First it was the Emerging Church, which became a website called Emergent Village, and now Phyllis Tickle swallows both with her term, Emergence Christianity. I read too many books on this subject during my previous sabbatical so I’m restricting myself to one this time around! The second half of Phyllis Tickle’s book catches me up on what has transpired in this movement—and how it has affected the church at large—in the last decade or so. I have encountered numerous other ways of describing the common characteristics and growing variety in the movement, but here is my summary of her descriptions:
The Whole: What characterizes the entire movement? A movement from church to kingdom as the realm of God’s work; a movement from pastor/teacher/evangelist to apostolic/ prophetic based ministry; reading the parts of the Bible in light of the big story, i.e. the metanarrative; a fascination with Eastern Orthodoxy [this includes overtly the “smells and bells” of Orthodox worship, but more deeply the emphasis on incarnational embodied theology and apophatic theology, i.e. seeing God as mystery].
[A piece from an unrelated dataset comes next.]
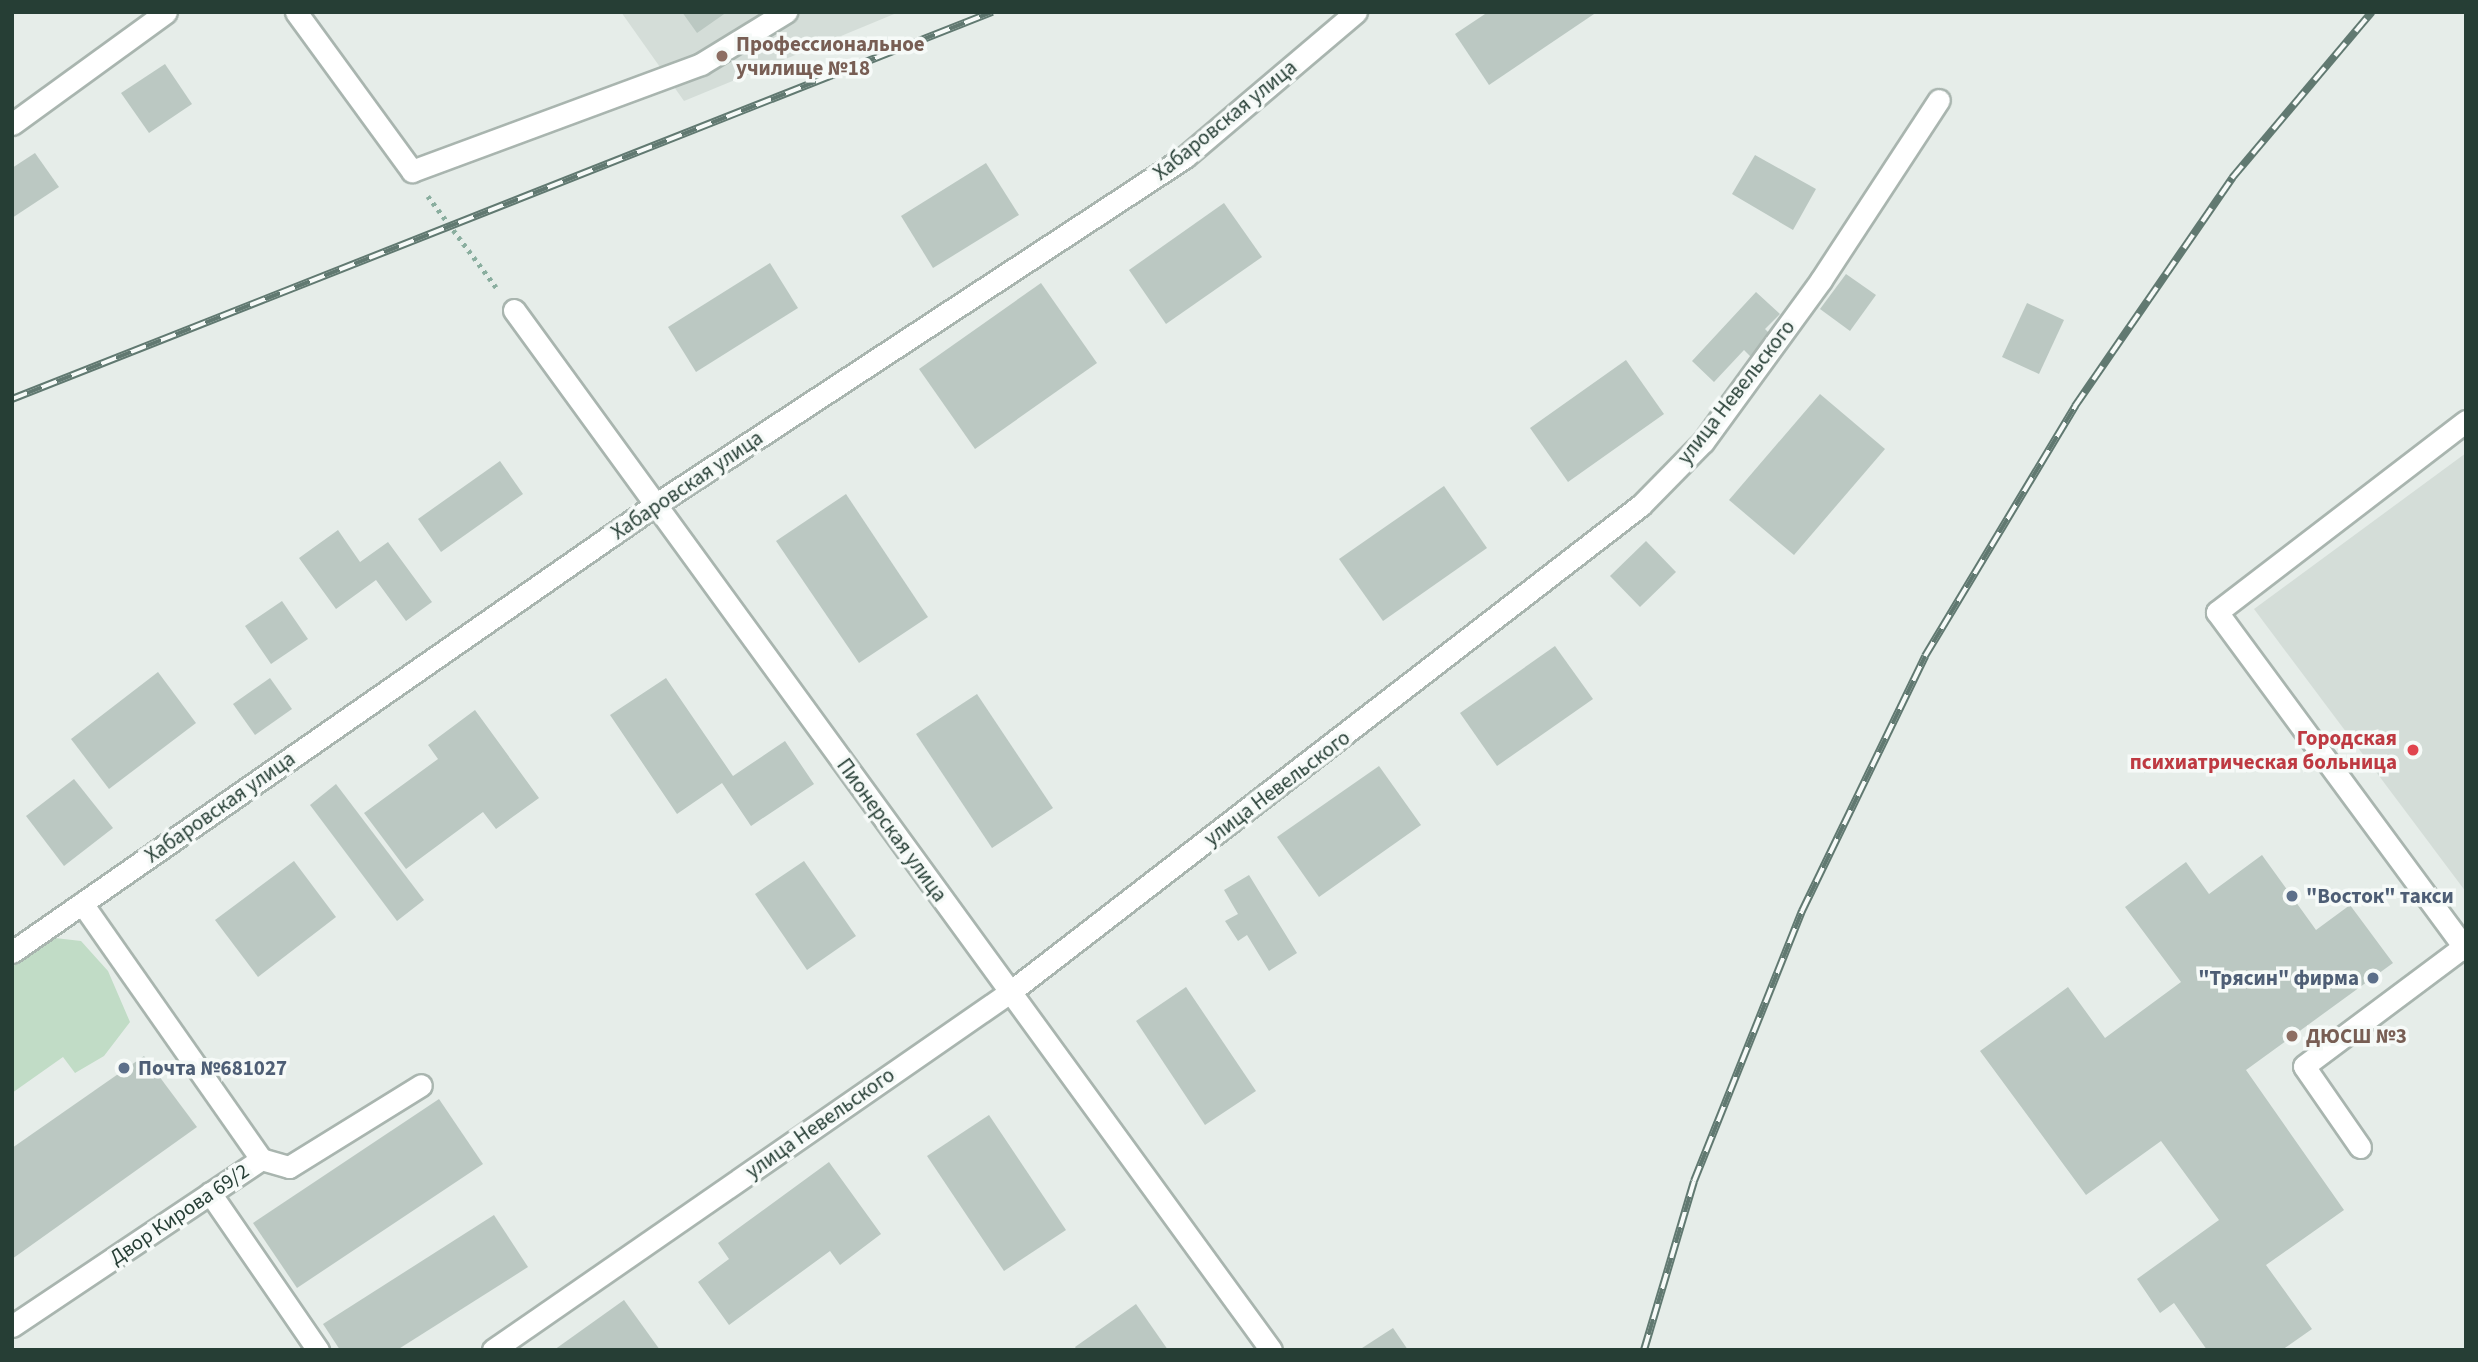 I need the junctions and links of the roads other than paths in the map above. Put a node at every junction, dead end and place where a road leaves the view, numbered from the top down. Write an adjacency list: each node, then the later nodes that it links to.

The Parts: How has Emergent Christianity divided? Just as Protestantism divided into numerous denominations so also this latest form of Christianity has also divided into various streams: Neo-monasticism, e.g. Simple Way in Philadelphia; House churches; Missional churches, Hyphenateds, e.g. Charismatic-Catholic, Anabaptist-Anglican; Cyber church, etc.
Tickle closes the book with numerous big, provocative and mind-bending questions that Emerging Christianity will need to wrestle in the future, but she really sticks her neck out by saying that she believes we are not only in the midst of a 500 year cycle of transformation but a 2000 year one, i.e. If the last 2000 years were the Age of the Son, we are now entering the Age of the Spirit. This connects with what she saw as the primary precursor of Emergence Christianity—the Pentecostal movement. It also connects with what is happening in the Christianity of the global south today.
The quote in the book that really makes me think about my own view of the church comes from Bishop Spong as he writes about the shape of the church to come.
“We are living at the time of the birth of a new Christian consensus which someday will be studied alongside the church of the catacombs, or the age of the great cathedrals, or the time of the church as the center of religious life. That emerging church, I believe, will combine elements… A new shape for the church will be born in human history. It will be as different from the traditional church of our experience as the great cathedrals were from the church in the catacombs… And Christians will recognize that continuity when they call the new shape and form of the body of Christ living in the 21st century a church.” 
In defense of what I and others call the “local church” I have said in debate with college students that talking about God at Starbucks or having a theological discussion in a pub is not necessarily church, but in light of the shape of the future church I may need to rethink my argument.